The fourth answer choice is wrong. Discover Canada places Alberta as the largest oil-and-gas producer with no ocean coast. Lobster fishing is an Atlantic-province industry, not an Alberta one.

4

Don't drop the Atlantic context. Discover Canada commits Atlantic Canada's economy to coastal natural resources — including fishing — making New Brunswick a coastal Atlantic-province leader in lobster fishing.

Key points to remember

Province / answer:
New Brunswick
Source statement:
"Forestry, agriculture, fisheries, mining, food processing and tourism are the principal industries" (in New Brunswick)
Regional symbol:
Atlantic lobster — featured as a representative product of Atlantic Canada in the guide's imagery
Geography:
New Brunswick has the second largest river system on North America's Atlantic coastline, the St.

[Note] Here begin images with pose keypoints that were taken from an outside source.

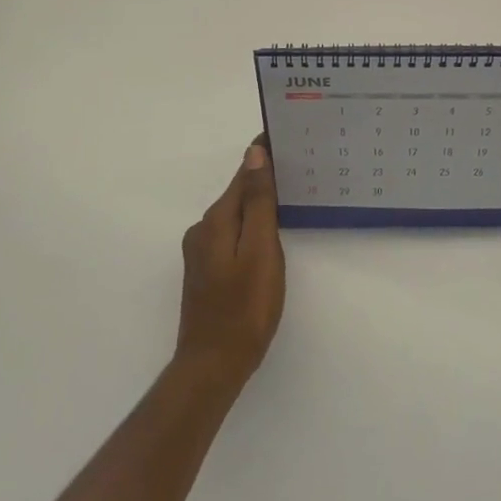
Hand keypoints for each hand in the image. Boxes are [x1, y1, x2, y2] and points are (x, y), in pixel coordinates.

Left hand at [176, 140, 285, 393]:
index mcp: (216, 221)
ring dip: (258, 202)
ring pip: (235, 215)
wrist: (213, 366)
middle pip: (238, 193)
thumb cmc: (245, 308)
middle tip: (299, 164)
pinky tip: (268, 234)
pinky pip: (232, 234)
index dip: (263, 154)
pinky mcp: (206, 271)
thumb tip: (254, 154)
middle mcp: (203, 230)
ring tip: (290, 195)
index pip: (243, 174)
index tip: (288, 134)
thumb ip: (257, 203)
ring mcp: (201, 252)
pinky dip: (251, 225)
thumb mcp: (259, 252)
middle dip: (264, 177)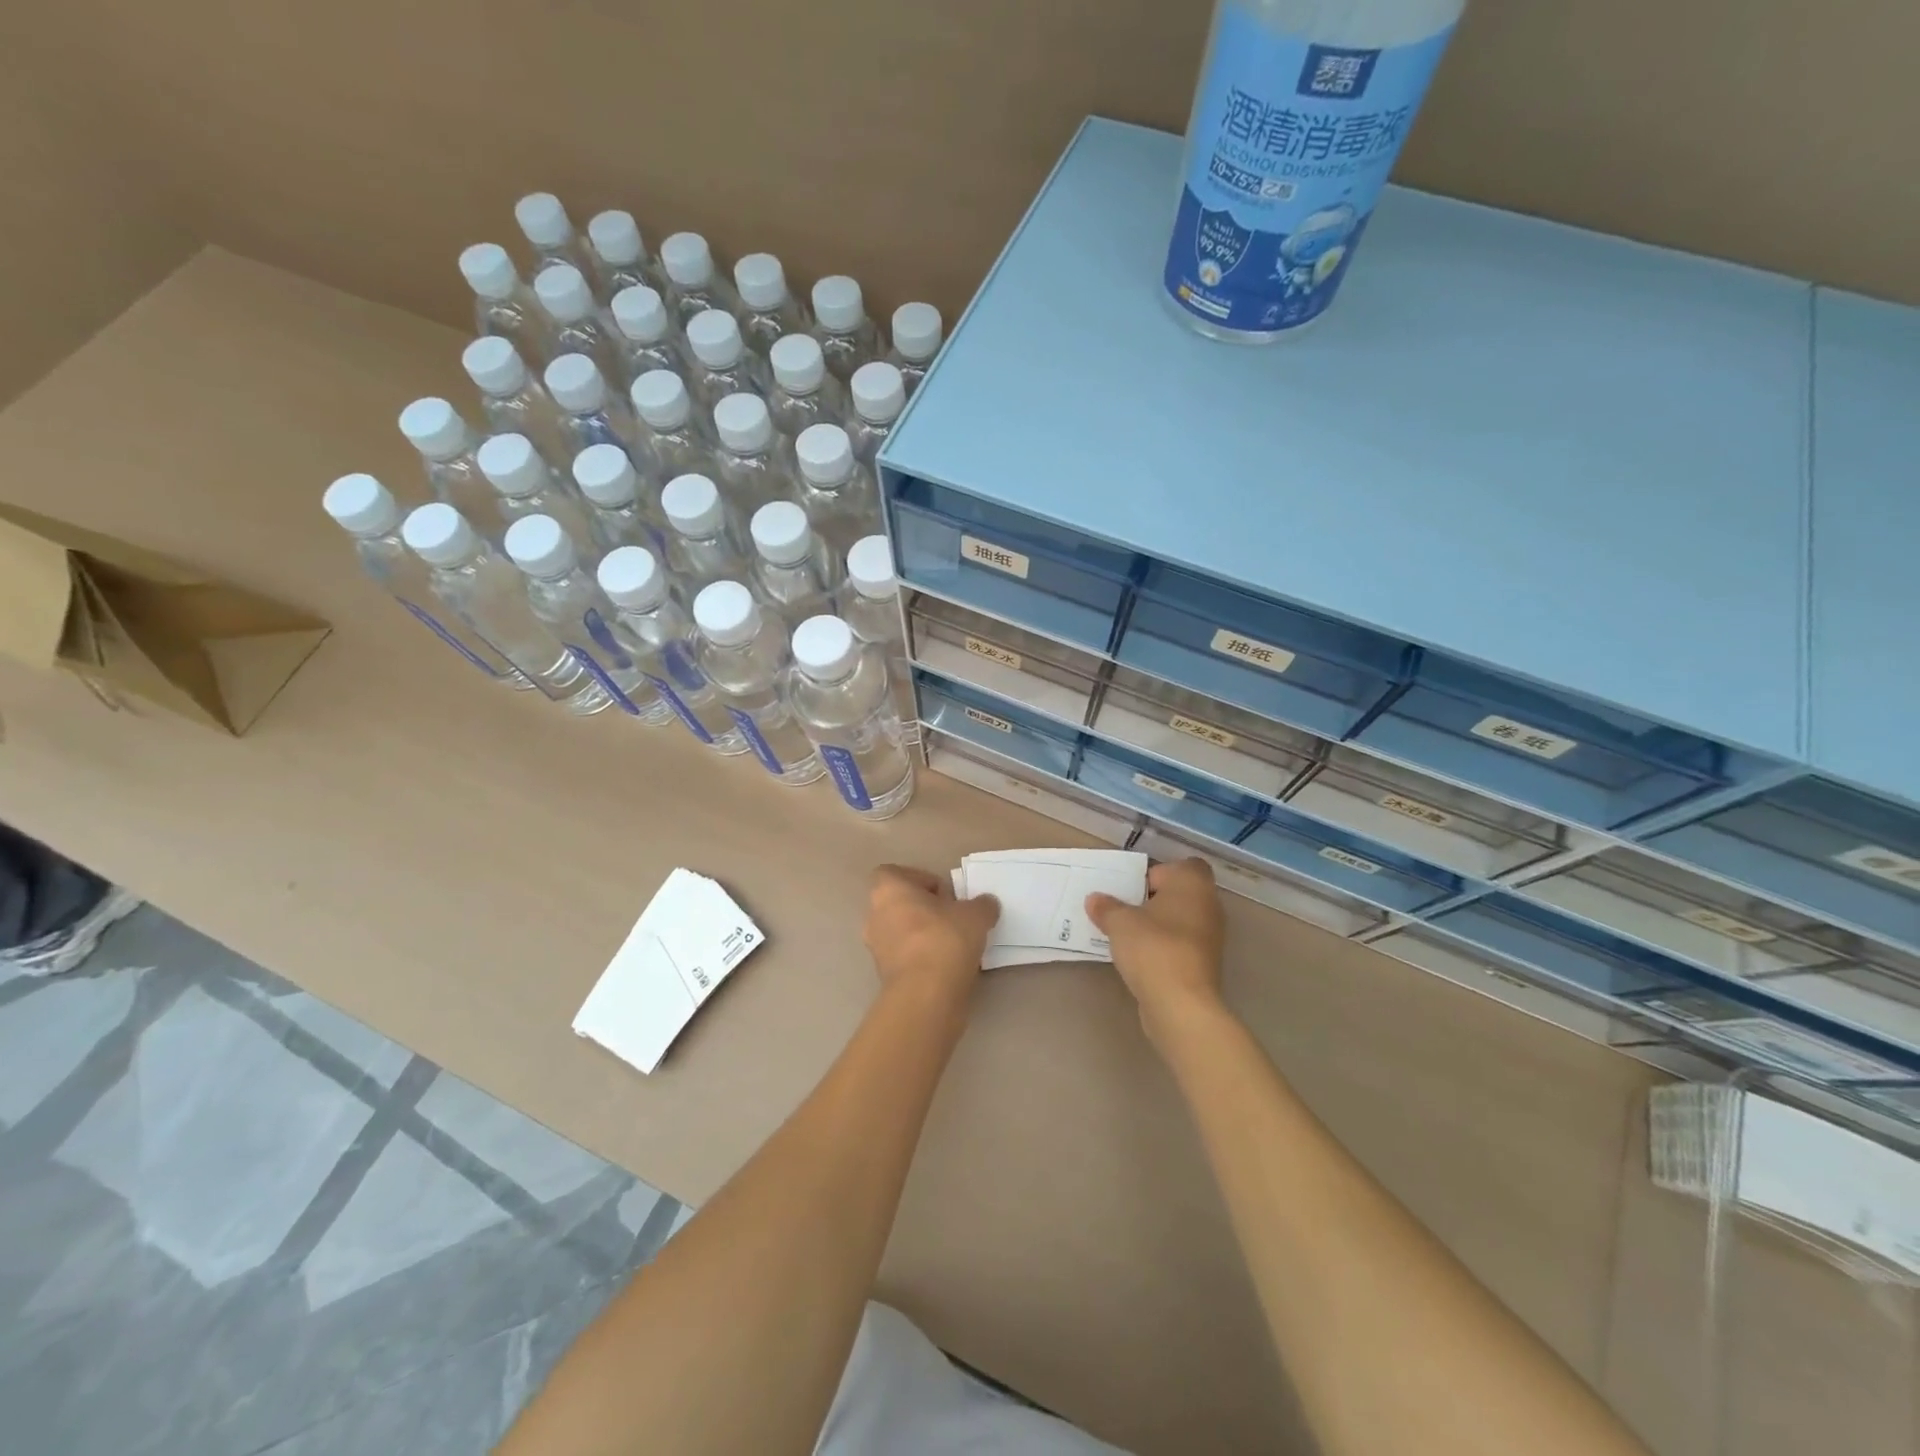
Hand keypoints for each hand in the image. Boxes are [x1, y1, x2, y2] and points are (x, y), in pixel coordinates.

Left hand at [863, 865, 1000, 1001]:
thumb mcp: (975, 915)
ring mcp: (876, 947)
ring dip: (923, 934)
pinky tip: (947, 965)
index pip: (895, 873)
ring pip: (901, 931)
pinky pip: (904, 956)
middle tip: (952, 917)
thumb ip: (982, 904)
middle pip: (899, 903)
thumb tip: (986, 904)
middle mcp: (874, 915)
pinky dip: (921, 957)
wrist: (926, 995)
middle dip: (925, 909)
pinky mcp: (884, 975)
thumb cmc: (944, 939)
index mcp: (888, 890)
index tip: (945, 894)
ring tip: (954, 943)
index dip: (920, 879)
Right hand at [1086, 857, 1228, 1052]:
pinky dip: (1163, 946)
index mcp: (1192, 883)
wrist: (1181, 1004)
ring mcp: (1210, 936)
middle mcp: (1208, 904)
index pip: (1180, 866)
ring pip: (1180, 919)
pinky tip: (1140, 957)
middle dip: (1152, 900)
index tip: (1132, 888)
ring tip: (1127, 934)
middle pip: (1179, 893)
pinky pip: (1180, 943)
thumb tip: (1095, 899)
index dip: (1156, 873)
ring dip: (1158, 924)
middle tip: (1124, 909)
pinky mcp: (1205, 963)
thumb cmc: (1153, 948)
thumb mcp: (1119, 922)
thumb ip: (1106, 907)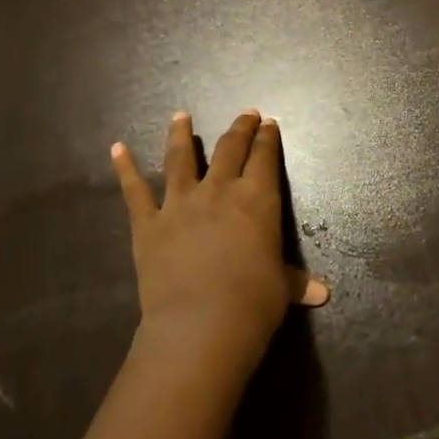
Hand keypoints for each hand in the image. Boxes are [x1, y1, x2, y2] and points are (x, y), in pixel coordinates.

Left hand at [111, 110, 327, 375]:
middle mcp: (219, 191)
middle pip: (230, 148)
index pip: (265, 158)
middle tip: (245, 113)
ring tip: (181, 116)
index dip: (268, 139)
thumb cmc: (253, 303)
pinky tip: (117, 149)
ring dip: (181, 135)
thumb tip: (322, 294)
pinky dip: (125, 168)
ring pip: (180, 159)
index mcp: (258, 200)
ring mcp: (180, 203)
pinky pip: (134, 191)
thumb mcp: (281, 289)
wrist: (201, 324)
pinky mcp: (148, 223)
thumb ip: (296, 283)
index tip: (269, 123)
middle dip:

John River system
Atlantic Canada economy:
Coasts and natural resources — including fishing, farming, forestry and mining
Other Atlantic fisheries provinces:
Newfoundland and Labrador (long known for fisheries); Nova Scotia (identity linked to shipbuilding, fisheries and shipping)

💡 Memory tip

The lobster-fishing province: New Brunswick · fisheries among the principal industries · Atlantic lobster is the iconic regional product.